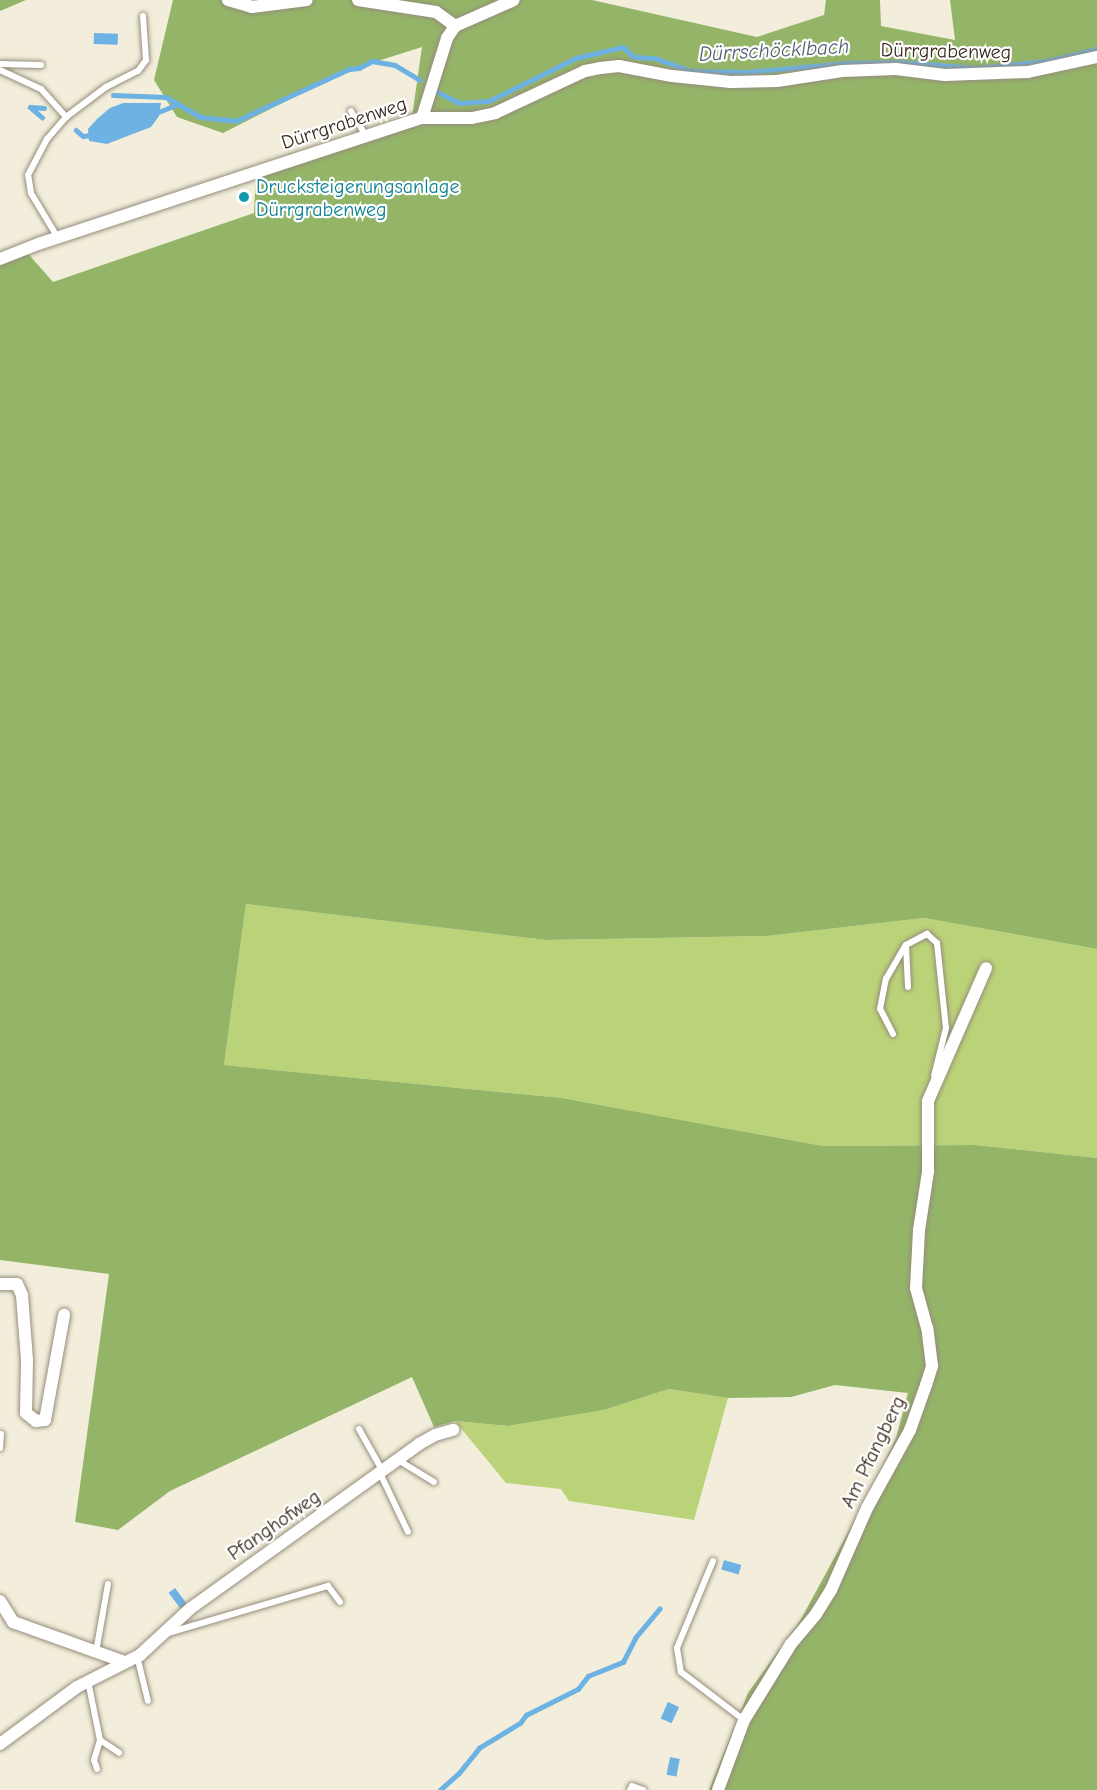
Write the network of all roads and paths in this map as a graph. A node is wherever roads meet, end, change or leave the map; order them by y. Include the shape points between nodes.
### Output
1 (228, 0) edge
2 (307, 0) edge
3 (358, 0) edge
4 (514, 0) edge
5 (143, 16) dead end
6 (455, 26) junction
7 (1097, 57) edge
8 (0, 64) edge
9 (41, 65) dead end
10 (0, 70) edge
11 (351, 111) dead end
12 (66, 117) junction
13 (422, 118) junction
14 (367, 137) junction
15 (58, 238) junction
16 (0, 259) edge
17 (906, 945) junction
18 (986, 968) dead end
19 (908, 987) dead end
20 (893, 1034) dead end
21 (928, 1101) junction
22 (0, 1284) edge
23 (64, 1315) dead end
24 (359, 1429) dead end
25 (453, 1430) dead end
26 (1, 1434) edge
27 (0, 1448) edge
28 (398, 1460) junction
29 (381, 1472) junction
30 (434, 1482) dead end
31 (408, 1532) dead end
32 (713, 1561) dead end
33 (108, 1584) dead end
34 (0, 1601) edge
35 (340, 1602) dead end
36 (162, 1635) junction
37 (96, 1653) junction
38 (137, 1656) junction
39 (124, 1662) junction
40 (88, 1681) junction
41 (148, 1701) dead end
42 (744, 1720) junction
43 (100, 1740) junction
44 (0, 1744) edge
45 (119, 1753) dead end
46 (97, 1769) dead end
47 (630, 1790) edge
48 (643, 1790) edge
49 (718, 1790) edge

1 - 2 street via 252,7
3 - 6 street via 436,12
4 - 6 street
5 - 12 lane via 146,60 138,71 106,87
6 - 13 street via 447,38
7 - 13 street, Dürrgrabenweg via 1028,72 945,75 896,69 863,70 777,81 731,82 619,66 585,71 495,112 472,118
8 - 9 lane
10 - 12 lane via 41,89
11 - 14 lane
12 - 15 lane via 47,139 28,175 31,193
13 - 14 street, Dürrgrabenweg
14 - 15 street, Dürrgrabenweg
15 - 16 street, Dürrgrabenweg
17 - 19 lane
17 - 20 lane via 886,979 880,1009
17 - 21 lane via 927,934 937,943 946,1029
18 - 21 street, Am Pfangberg
21 - 42 street, Am Pfangberg via 928,1172 916,1288 932,1366 909,1430 867,1508 831,1590 791,1644
22 - 23 street via 17,1284 22,1295 26,1413 36,1421 45,1420
24 - 29 lane
25 - 28 street, Pfanghofweg via 435,1435
26 - 27 lane
28 - 29 street, Pfanghofweg
28 - 30 lane
29 - 31 lane
29 - 36 street, Pfanghofweg via 200,1602
32 - 42 lane via 677,1648 681,1672
33 - 37 lane
34 - 37 street via 13,1622
35 - 36 lane via 328,1586
36 - 38 street, Pfanghofweg
37 - 39 street
38 - 39 street, Pfanghofweg
38 - 41 lane
39 - 40 street, Pfanghofweg
40 - 43 lane
40 - 44 street, Pfanghofweg
42 - 49 street, Am Pfangberg
43 - 45 lane
43 - 46 lane via 94,1760
47 - 48 lane via 632,1786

→ Task instructions
Wherever the string "Dürrgrabenweg" occurs in the records above, copy that line.

→ Output of the exercise
7 - 13 street, Dürrgrabenweg via 1028,72 945,75 896,69 863,70 777,81 731,82 619,66 585,71 495,112 472,118
13 - 14 street, Dürrgrabenweg
14 - 15 street, Dürrgrabenweg
15 - 16 street, Dürrgrabenweg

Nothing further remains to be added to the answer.